Problem>
Exactly as given, write out all the entries again.

(Items from a data source)
════════

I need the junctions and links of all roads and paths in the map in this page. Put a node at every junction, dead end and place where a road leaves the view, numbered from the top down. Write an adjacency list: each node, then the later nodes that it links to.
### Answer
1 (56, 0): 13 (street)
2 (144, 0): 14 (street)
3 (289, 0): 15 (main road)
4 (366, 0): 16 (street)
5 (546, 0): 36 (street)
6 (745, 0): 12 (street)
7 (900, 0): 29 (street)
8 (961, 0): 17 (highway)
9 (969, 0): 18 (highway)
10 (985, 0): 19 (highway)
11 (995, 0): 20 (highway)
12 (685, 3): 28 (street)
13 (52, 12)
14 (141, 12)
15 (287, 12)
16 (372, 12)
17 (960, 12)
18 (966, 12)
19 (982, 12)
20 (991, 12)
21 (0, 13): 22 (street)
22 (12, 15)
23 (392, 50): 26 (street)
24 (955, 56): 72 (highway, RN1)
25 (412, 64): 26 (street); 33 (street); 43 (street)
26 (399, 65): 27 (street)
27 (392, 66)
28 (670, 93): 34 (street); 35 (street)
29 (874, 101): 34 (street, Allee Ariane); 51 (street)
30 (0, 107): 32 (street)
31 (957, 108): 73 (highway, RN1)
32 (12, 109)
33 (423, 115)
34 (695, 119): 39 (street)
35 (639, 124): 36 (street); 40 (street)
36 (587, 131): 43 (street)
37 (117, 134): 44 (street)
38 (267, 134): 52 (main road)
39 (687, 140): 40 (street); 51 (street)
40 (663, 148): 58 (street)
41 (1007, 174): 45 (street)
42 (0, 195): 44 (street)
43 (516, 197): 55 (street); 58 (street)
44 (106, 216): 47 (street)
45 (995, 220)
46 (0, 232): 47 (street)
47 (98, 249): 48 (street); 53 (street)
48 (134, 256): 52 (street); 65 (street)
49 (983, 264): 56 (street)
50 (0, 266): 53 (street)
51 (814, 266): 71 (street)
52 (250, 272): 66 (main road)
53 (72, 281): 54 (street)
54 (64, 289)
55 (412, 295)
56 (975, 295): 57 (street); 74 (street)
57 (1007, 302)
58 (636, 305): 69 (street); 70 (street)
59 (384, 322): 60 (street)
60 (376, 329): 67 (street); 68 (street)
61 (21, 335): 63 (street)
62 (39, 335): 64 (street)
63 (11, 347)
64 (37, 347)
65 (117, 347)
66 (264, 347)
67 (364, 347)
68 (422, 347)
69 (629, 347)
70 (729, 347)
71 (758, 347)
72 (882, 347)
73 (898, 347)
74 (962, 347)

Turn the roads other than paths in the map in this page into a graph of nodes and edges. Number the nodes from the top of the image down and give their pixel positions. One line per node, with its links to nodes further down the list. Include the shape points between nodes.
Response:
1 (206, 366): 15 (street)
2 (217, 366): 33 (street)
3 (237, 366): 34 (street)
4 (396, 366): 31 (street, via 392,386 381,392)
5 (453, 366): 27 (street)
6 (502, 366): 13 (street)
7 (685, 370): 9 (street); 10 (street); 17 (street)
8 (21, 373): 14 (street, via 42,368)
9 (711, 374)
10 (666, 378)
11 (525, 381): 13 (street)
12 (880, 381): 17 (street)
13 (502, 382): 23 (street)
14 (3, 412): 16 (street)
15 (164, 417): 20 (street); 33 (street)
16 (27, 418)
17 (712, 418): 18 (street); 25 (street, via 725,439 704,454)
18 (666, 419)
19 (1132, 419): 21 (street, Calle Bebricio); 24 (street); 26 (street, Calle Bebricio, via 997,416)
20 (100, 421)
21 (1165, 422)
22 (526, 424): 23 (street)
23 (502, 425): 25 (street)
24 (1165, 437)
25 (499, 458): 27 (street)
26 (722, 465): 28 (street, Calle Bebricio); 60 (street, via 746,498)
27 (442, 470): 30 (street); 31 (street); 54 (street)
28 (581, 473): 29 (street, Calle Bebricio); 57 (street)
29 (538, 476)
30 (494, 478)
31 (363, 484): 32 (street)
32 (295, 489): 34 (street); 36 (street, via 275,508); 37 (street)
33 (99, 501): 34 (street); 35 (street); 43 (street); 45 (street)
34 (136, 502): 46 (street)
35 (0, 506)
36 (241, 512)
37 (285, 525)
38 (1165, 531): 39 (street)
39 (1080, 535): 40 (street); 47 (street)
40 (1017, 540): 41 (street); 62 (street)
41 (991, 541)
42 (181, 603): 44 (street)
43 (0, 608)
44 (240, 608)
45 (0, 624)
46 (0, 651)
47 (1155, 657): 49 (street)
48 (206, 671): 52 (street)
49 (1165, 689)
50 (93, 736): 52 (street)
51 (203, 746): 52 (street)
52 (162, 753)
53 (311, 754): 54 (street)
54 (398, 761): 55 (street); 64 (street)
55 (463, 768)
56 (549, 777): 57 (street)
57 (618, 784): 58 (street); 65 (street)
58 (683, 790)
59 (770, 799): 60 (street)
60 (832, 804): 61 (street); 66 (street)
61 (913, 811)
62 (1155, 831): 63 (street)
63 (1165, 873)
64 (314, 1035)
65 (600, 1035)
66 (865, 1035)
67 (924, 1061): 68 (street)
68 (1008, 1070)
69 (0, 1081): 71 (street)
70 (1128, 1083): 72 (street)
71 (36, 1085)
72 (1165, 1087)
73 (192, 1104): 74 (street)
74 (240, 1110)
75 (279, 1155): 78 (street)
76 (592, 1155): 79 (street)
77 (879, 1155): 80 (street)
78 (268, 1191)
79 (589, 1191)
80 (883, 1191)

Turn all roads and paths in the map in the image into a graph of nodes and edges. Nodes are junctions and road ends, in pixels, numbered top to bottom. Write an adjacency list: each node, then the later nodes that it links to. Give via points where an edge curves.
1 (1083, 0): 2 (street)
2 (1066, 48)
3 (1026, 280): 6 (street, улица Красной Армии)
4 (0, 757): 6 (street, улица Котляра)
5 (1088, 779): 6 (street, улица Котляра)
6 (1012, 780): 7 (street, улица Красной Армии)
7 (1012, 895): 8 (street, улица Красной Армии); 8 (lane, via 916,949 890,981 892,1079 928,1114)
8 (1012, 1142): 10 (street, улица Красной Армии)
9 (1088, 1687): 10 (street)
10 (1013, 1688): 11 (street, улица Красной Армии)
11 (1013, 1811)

════════

Solution for this task>
I need the junctions and links of all roads and paths in the map in this page. Put a node at every junction, dead end and place where a road leaves the view, numbered from the top down. Write an adjacency list: each node, then the later nodes that it links to.
### Answer
1 (56, 0): 13 (street)
2 (144, 0): 14 (street)
3 (289, 0): 15 (main road)
4 (366, 0): 16 (street)
5 (546, 0): 36 (street)
6 (745, 0): 12 (street)
7 (900, 0): 29 (street)
8 (961, 0): 17 (highway)
9 (969, 0): 18 (highway)
10 (985, 0): 19 (highway)
11 (995, 0): 20 (highway)
12 (685, 3): 28 (street)
13 (52, 12)
14 (141, 12)
15 (287, 12)
16 (372, 12)
17 (960, 12)
18 (966, 12)
19 (982, 12)
20 (991, 12)
21 (0, 13): 22 (street)
22 (12, 15)
23 (392, 50): 26 (street)
24 (955, 56): 72 (highway, RN1)
25 (412, 64): 26 (street); 33 (street); 43 (street)
26 (399, 65): 27 (street)
27 (392, 66)
28 (670, 93): 34 (street); 35 (street)
29 (874, 101): 34 (street, Allee Ariane); 51 (street)
30 (0, 107): 32 (street)
31 (957, 108): 73 (highway, RN1)
32 (12, 109)
33 (423, 115)
34 (695, 119): 39 (street)
35 (639, 124): 36 (street); 40 (street)
36 (587, 131): 43 (street)
37 (117, 134): 44 (street)
38 (267, 134): 52 (main road)
39 (687, 140): 40 (street); 51 (street)
40 (663, 148): 58 (street)
41 (1007, 174): 45 (street)
42 (0, 195): 44 (street)
43 (516, 197): 55 (street); 58 (street)
44 (106, 216): 47 (street)
45 (995, 220)
46 (0, 232): 47 (street)
47 (98, 249): 48 (street); 53 (street)
48 (134, 256): 52 (street); 65 (street)
49 (983, 264): 56 (street)
50 (0, 266): 53 (street)
51 (814, 266): 71 (street)
52 (250, 272): 66 (main road)
53 (72, 281): 54 (street)
54 (64, 289)
55 (412, 295)
56 (975, 295): 57 (street); 74 (street)
57 (1007, 302)
58 (636, 305): 69 (street); 70 (street)
59 (384, 322): 60 (street)
60 (376, 329): 67 (street); 68 (street)
61 (21, 335): 63 (street)
62 (39, 335): 64 (street)
63 (11, 347)
64 (37, 347)
65 (117, 347)
66 (264, 347)
67 (364, 347)
68 (422, 347)
69 (629, 347)
70 (729, 347)
71 (758, 347)
72 (882, 347)
73 (898, 347)
74 (962, 347)

Turn the roads other than paths in the map in this page into a graph of nodes and edges. Number the nodes from the top of the image down and give their pixel positions. One line per node, with its links to nodes further down the list. Include the shape points between nodes.
Response:
1 (206, 366): 15 (street)
2 (217, 366): 33 (street)
3 (237, 366): 34 (street)
4 (396, 366): 31 (street, via 392,386 381,392)
5 (453, 366): 27 (street)
6 (502, 366): 13 (street)
7 (685, 370): 9 (street); 10 (street); 17 (street)
8 (21, 373): 14 (street, via 42,368)
9 (711, 374)
10 (666, 378)
11 (525, 381): 13 (street)
12 (880, 381): 17 (street)
13 (502, 382): 23 (street)
14 (3, 412): 16 (street)
15 (164, 417): 20 (street); 33 (street)
16 (27, 418)
17 (712, 418): 18 (street); 25 (street, via 725,439 704,454)
18 (666, 419)
19 (1132, 419): 21 (street, Calle Bebricio); 24 (street); 26 (street, Calle Bebricio, via 997,416)
20 (100, 421)
21 (1165, 422)
22 (526, 424): 23 (street)
23 (502, 425): 25 (street)
24 (1165, 437)
25 (499, 458): 27 (street)
26 (722, 465): 28 (street, Calle Bebricio); 60 (street, via 746,498)
27 (442, 470): 30 (street); 31 (street); 54 (street)
28 (581, 473): 29 (street, Calle Bebricio); 57 (street)
29 (538, 476)
30 (494, 478)
31 (363, 484): 32 (street)
32 (295, 489): 34 (street); 36 (street, via 275,508); 37 (street)
33 (99, 501): 34 (street); 35 (street); 43 (street); 45 (street)
34 (136, 502): 46 (street)
35 (0, 506)
36 (241, 512)
37 (285, 525)
38 (1165, 531): 39 (street)
39 (1080, 535): 40 (street); 47 (street)
40 (1017, 540): 41 (street); 62 (street)
41 (991, 541)
42 (181, 603): 44 (street)
43 (0, 608)
44 (240, 608)
45 (0, 624)
46 (0, 651)
47 (1155, 657): 49 (street)
48 (206, 671): 52 (street)
49 (1165, 689)
50 (93, 736): 52 (street)
51 (203, 746): 52 (street)
52 (162, 753)
53 (311, 754): 54 (street)
54 (398, 761): 55 (street); 64 (street)
55 (463, 768)
56 (549, 777): 57 (street)
57 (618, 784): 58 (street); 65 (street)
58 (683, 790)
59 (770, 799): 60 (street)
60 (832, 804): 61 (street); 66 (street)
61 (913, 811)
62 (1155, 831): 63 (street)
63 (1165, 873)
64 (314, 1035)
65 (600, 1035)
66 (865, 1035)
67 (924, 1061): 68 (street)
68 (1008, 1070)
69 (0, 1081): 71 (street)
70 (1128, 1083): 72 (street)
71 (36, 1085)
72 (1165, 1087)
73 (192, 1104): 74 (street)
74 (240, 1110)
75 (279, 1155): 78 (street)
76 (592, 1155): 79 (street)
77 (879, 1155): 80 (street)
78 (268, 1191)
79 (589, 1191)
80 (883, 1191)

Turn all roads and paths in the map in the image into a graph of nodes and edges. Nodes are junctions and road ends, in pixels, numbered top to bottom. Write an adjacency list: each node, then the later nodes that it links to. Give via points where an edge curves.
1 (1083, 0): 2 (street)
2 (1066, 48)
3 (1026, 280): 6 (street, улица Красной Армии)
4 (0, 757): 6 (street, улица Котляра)
5 (1088, 779): 6 (street, улица Котляра)
6 (1012, 780): 7 (street, улица Красной Армии)
7 (1012, 895): 8 (street, улица Красной Армии); 8 (lane, via 916,949 890,981 892,1079 928,1114)
8 (1012, 1142): 10 (street, улица Красной Армии)
9 (1088, 1687): 10 (street)
10 (1013, 1688): 11 (street, улица Красной Армии)
11 (1013, 1811)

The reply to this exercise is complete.